#### [TASK OBJECTIVE]
Look through the data below. Collect every line where the word "translate" occurs.

*** RECORDS TO USE ***

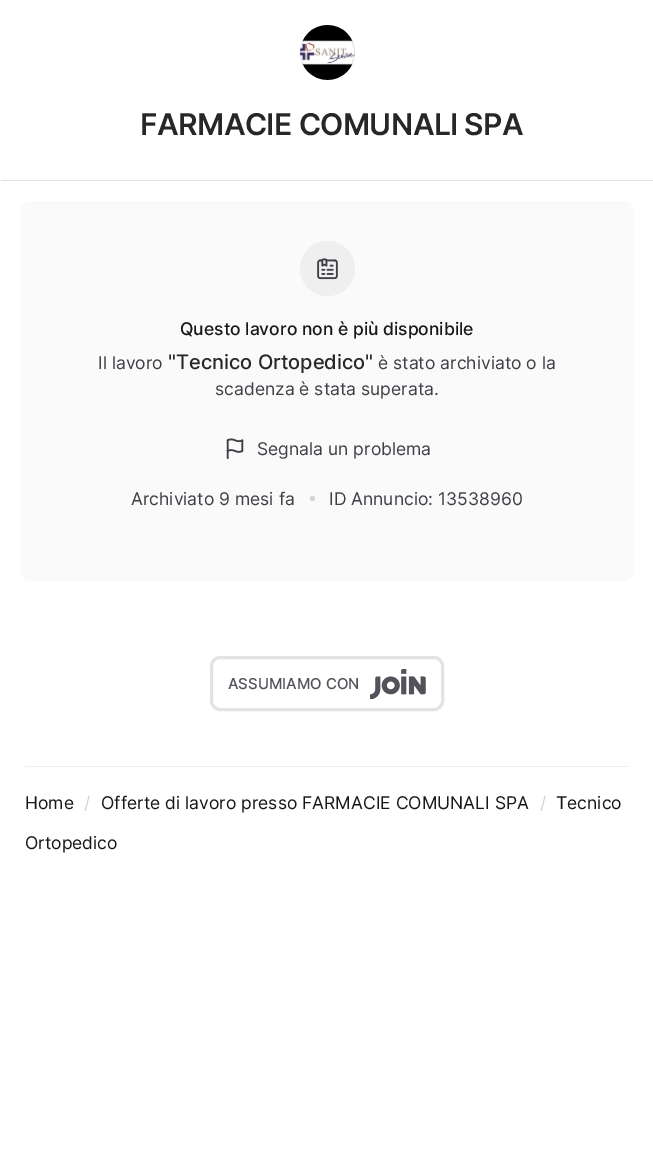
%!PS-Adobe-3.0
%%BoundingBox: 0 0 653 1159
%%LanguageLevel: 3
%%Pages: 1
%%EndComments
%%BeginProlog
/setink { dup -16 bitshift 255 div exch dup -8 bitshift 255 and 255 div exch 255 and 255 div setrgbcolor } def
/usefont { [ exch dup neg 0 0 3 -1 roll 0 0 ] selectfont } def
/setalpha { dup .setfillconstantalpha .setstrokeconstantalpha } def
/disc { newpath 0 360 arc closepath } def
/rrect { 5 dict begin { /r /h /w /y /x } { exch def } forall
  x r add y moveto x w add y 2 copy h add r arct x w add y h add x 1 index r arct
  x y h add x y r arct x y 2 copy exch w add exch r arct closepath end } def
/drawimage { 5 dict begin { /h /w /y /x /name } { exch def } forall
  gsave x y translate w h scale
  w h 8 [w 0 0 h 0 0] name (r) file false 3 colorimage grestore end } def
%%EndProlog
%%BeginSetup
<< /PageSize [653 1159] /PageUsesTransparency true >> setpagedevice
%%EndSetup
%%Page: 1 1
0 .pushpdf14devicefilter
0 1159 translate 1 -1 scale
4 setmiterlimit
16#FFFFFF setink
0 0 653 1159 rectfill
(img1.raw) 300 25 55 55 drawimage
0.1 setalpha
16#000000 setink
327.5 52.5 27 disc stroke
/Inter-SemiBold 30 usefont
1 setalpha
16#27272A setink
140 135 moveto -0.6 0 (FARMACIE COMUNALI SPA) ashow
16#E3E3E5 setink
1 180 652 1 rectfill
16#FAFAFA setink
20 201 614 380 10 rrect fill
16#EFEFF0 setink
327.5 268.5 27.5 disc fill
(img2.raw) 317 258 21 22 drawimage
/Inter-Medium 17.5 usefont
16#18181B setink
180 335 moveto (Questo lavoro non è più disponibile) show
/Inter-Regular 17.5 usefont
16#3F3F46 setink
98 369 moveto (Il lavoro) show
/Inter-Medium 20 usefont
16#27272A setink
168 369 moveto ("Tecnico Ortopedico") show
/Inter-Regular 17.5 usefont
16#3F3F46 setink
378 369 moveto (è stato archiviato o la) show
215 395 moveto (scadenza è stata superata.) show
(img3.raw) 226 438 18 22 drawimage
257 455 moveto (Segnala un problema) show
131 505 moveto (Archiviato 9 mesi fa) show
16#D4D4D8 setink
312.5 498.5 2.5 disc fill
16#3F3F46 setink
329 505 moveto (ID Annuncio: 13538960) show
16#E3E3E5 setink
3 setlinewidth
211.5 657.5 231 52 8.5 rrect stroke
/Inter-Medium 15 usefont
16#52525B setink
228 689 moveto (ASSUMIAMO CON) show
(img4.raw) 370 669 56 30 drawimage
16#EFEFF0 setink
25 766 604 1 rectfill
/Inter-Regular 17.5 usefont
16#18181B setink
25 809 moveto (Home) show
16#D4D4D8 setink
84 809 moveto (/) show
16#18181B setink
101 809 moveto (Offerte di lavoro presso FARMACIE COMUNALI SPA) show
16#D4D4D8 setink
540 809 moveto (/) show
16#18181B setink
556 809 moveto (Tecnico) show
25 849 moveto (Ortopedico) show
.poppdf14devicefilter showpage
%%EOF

*** End of RECORDS TO USE ***

#### [RESULT BELOW]
  gsave x y translate w h scale
0 1159 translate 1 -1 scale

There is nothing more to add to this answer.